* **AIM OF THE EXERCISE**
Write out the records that follow exactly. Do not include pictures.

Records from a data collection:
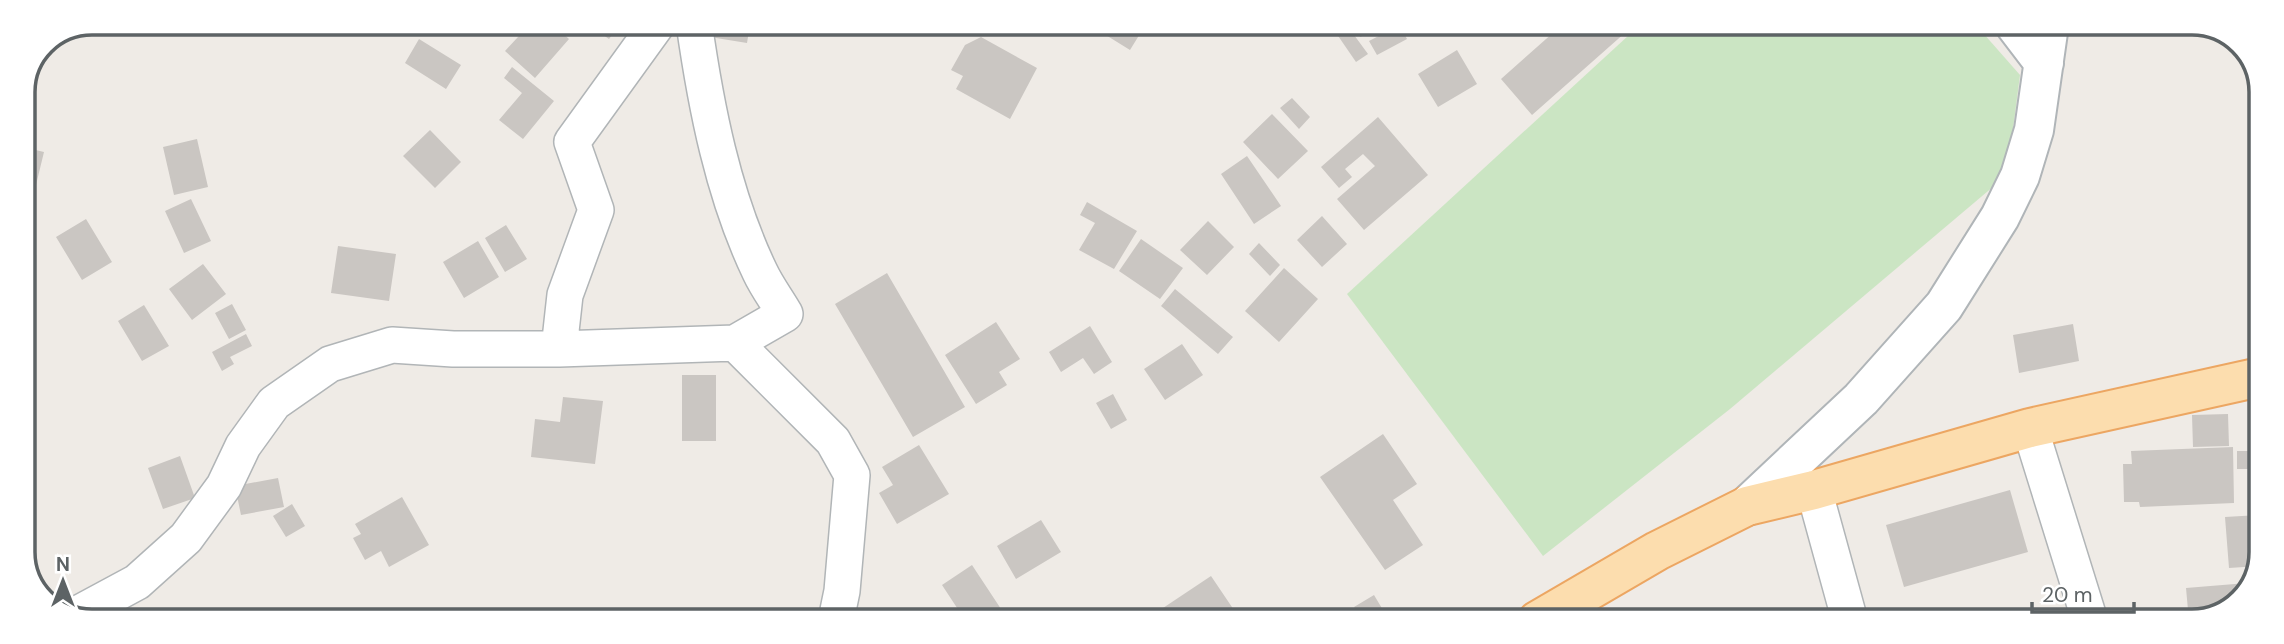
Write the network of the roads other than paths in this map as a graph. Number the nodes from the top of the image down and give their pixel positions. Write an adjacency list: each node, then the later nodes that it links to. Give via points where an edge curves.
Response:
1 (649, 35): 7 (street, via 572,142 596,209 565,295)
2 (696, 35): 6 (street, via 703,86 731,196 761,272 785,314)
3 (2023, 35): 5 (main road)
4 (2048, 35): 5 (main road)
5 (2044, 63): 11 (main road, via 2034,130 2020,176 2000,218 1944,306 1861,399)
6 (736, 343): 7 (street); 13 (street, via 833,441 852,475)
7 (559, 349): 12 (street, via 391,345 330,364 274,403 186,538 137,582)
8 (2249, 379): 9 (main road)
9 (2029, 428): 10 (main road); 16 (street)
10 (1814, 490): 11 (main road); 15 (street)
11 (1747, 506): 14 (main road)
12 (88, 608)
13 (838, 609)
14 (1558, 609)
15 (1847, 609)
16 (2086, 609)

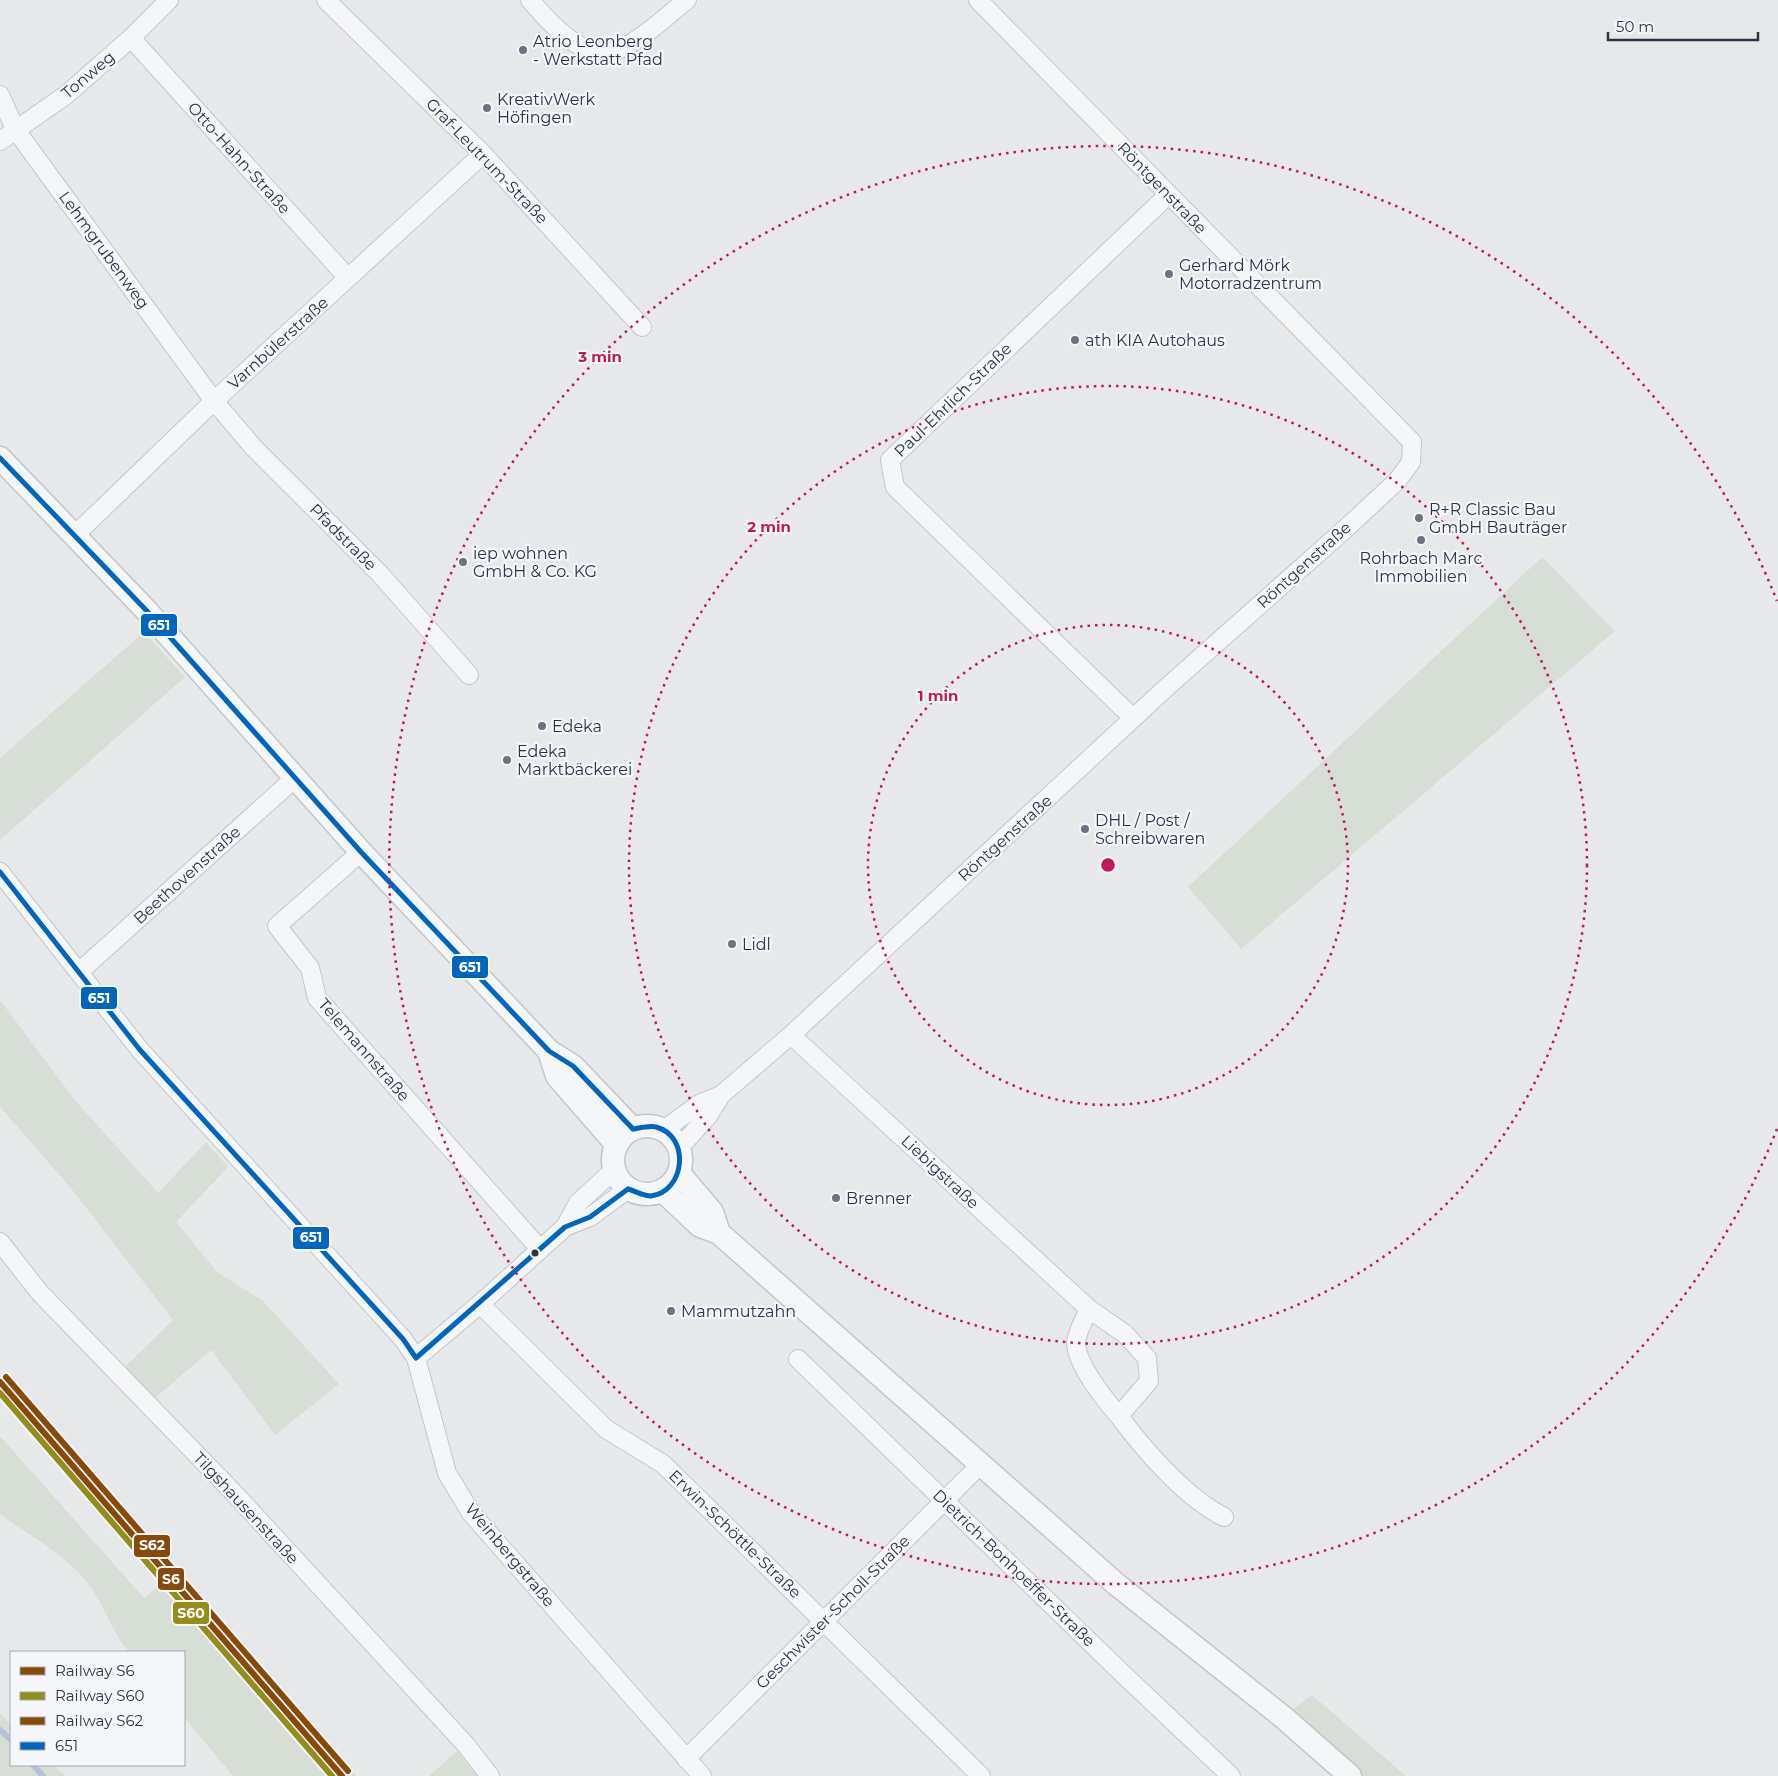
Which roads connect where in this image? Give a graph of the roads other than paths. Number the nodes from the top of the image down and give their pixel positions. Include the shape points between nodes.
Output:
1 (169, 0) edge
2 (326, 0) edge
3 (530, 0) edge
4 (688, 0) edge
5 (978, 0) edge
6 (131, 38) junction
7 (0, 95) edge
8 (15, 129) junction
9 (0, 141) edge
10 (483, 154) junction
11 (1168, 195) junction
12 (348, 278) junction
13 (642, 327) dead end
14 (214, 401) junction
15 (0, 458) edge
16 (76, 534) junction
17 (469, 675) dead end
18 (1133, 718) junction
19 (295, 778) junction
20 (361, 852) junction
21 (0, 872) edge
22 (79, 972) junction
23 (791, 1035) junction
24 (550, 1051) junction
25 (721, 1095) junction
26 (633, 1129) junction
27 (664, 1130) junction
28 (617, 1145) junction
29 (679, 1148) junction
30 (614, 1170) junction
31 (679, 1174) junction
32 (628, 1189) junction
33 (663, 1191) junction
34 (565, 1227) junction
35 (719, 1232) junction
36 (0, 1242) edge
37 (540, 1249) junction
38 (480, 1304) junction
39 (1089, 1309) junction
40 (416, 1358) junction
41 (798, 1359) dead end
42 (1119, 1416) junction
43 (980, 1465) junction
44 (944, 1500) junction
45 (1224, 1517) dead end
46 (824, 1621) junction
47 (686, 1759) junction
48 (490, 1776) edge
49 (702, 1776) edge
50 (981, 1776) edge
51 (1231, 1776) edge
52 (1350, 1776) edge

* **OUTPUT BELOW**
Write the network of the roads other than paths in this map as a graph. Number the nodes from the top of the image down and give their pixel positions. Write an adjacency list: each node, then the later nodes that it links to. Give via points where an edge curves.
Response:
1 (649, 35): 7 (street, via 572,142 596,209 565,295)
2 (696, 35): 6 (street, via 703,86 731,196 761,272 785,314)
3 (2023, 35): 5 (main road)
4 (2048, 35): 5 (main road)
5 (2044, 63): 11 (main road, via 2034,130 2020,176 2000,218 1944,306 1861,399)
6 (736, 343): 7 (street); 13 (street, via 833,441 852,475)
7 (559, 349): 12 (street, via 391,345 330,364 274,403 186,538 137,582)
8 (2249, 379): 9 (main road)
9 (2029, 428): 10 (main road); 16 (street)
10 (1814, 490): 11 (main road); 15 (street)
11 (1747, 506): 14 (main road)
12 (88, 608)
13 (838, 609)
14 (1558, 609)
15 (1847, 609)
16 (2086, 609)

Which roads connect where in this image? Give a graph of the roads other than paths. Number the nodes from the top of the image down and give their pixel positions. Include the shape points between nodes.
Output:
1 (169, 0) edge
2 (326, 0) edge
3 (530, 0) edge
4 (688, 0) edge
5 (978, 0) edge
6 (131, 38) junction
7 (0, 95) edge
8 (15, 129) junction
9 (0, 141) edge
10 (483, 154) junction
11 (1168, 195) junction
12 (348, 278) junction
13 (642, 327) dead end
14 (214, 401) junction
15 (0, 458) edge
16 (76, 534) junction
17 (469, 675) dead end
18 (1133, 718) junction
19 (295, 778) junction
20 (361, 852) junction
21 (0, 872) edge
22 (79, 972) junction
23 (791, 1035) junction
24 (550, 1051) junction
25 (721, 1095) junction
26 (633, 1129) junction
27 (664, 1130) junction
28 (617, 1145) junction
29 (679, 1148) junction
30 (614, 1170) junction
31 (679, 1174) junction
32 (628, 1189) junction
33 (663, 1191) junction
34 (565, 1227) junction
35 (719, 1232) junction
36 (0, 1242) edge
37 (540, 1249) junction
38 (480, 1304) junction
39 (1089, 1309) junction
40 (416, 1358) junction
41 (798, 1359) dead end
42 (1119, 1416) junction
43 (980, 1465) junction
44 (944, 1500) junction
45 (1224, 1517) dead end
46 (824, 1621) junction
47 (686, 1759) junction
48 (490, 1776) edge
49 (702, 1776) edge
50 (981, 1776) edge
51 (1231, 1776) edge
52 (1350, 1776) edge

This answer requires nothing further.